Keberhasilan uji coba ini mencerminkan upaya Tiongkok untuk mempercepat progres dalam segala aspek teknologi antariksa. Sebagai bagian dari “Latest Program,” proyek ini bertujuan mengurangi ketergantungan pada teknologi asing dan meningkatkan keunggulan dalam bidang luar angkasa. Selain itu, teknologi reusable rocket diharapkan bisa menjadi bagian dari ekspor teknologi ke negara-negara lain, membuka peluang kerja sama internasional.

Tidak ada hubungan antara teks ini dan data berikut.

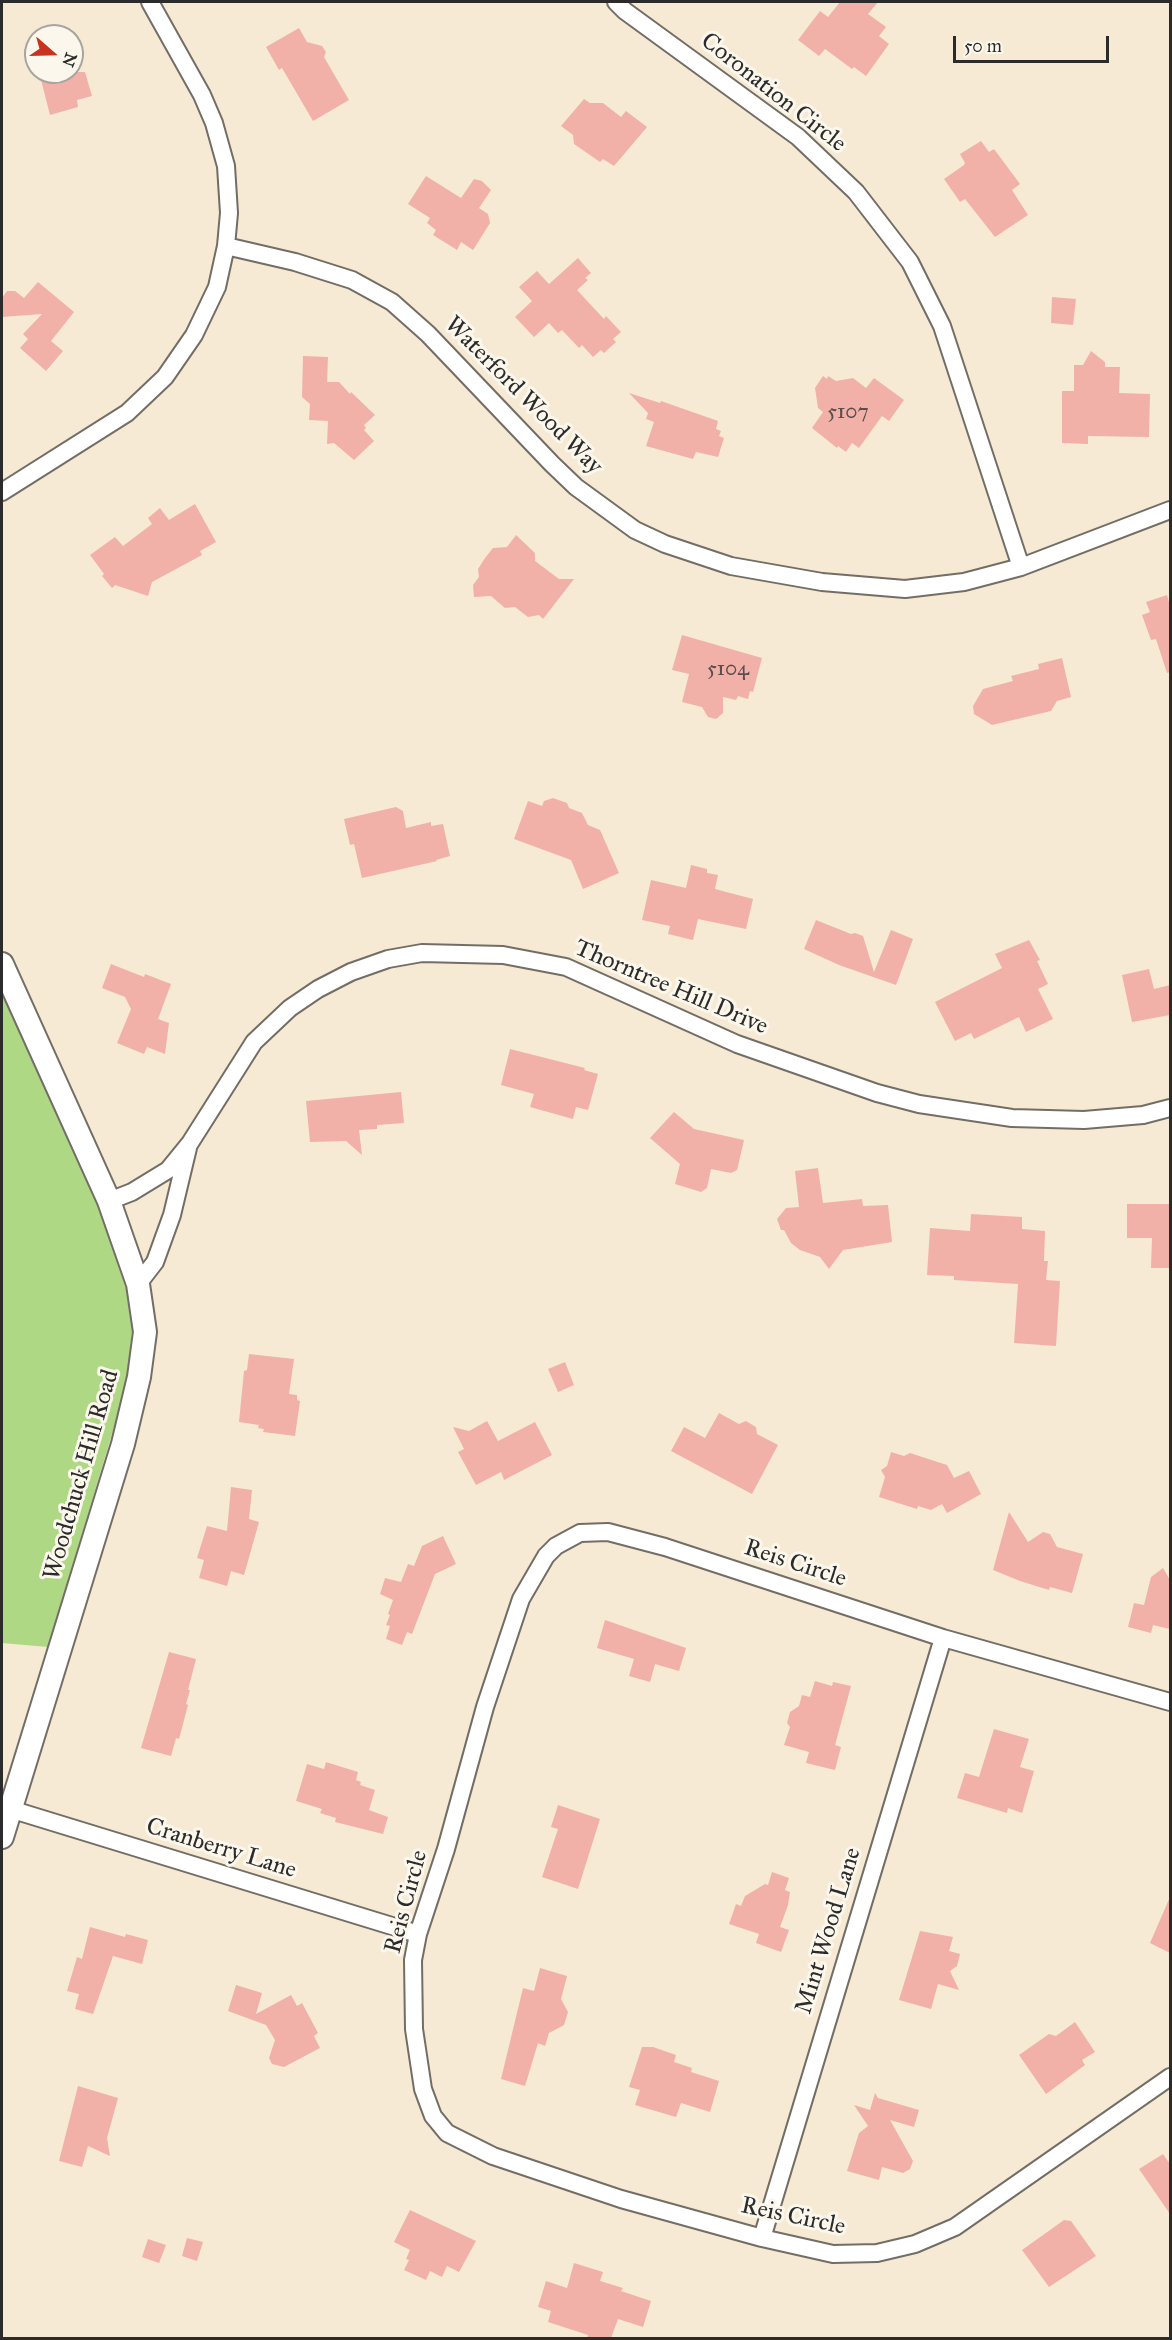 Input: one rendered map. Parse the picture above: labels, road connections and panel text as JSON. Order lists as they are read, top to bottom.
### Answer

Analisis dan Dampak Terhadap Industri

Analisis teknis menunjukkan bahwa keberhasilan ini menjadi batu loncatan penting bagi Tiongkok dalam menjadikan teknologi reusable rocket sebagai aset utama. Dengan biaya produksi yang lebih rendah dan efisiensi operasional yang meningkat, Cina berpotensi mengambil peran dominan dalam industri peluncuran satelit global. Meski SpaceX tetap mengungguli dalam jumlah pendaratan dan pengalaman, Tiongkok menawarkan alternatif yang lebih fleksibel dan mudah diadopsi oleh negara berkembang.

Terlepas dari perbedaan teknis, kemajuan Cina dalam “Latest Program” menunjukkan pergeseran strategis dalam pendekatan pengembangan antariksa. Dengan fokus pada teknologi pemulihan yang hemat biaya, Tiongkok berharap bisa mempercepat progres peluncuran satelit dan misi eksplorasi bulan. Keberhasilan ini juga menegaskan komitmen pemerintah Tiongkok untuk meningkatkan aksesibilitas ruang angkasa, sekaligus memperkuat posisi sebagai pemain utama dalam kompetisi antariksa global.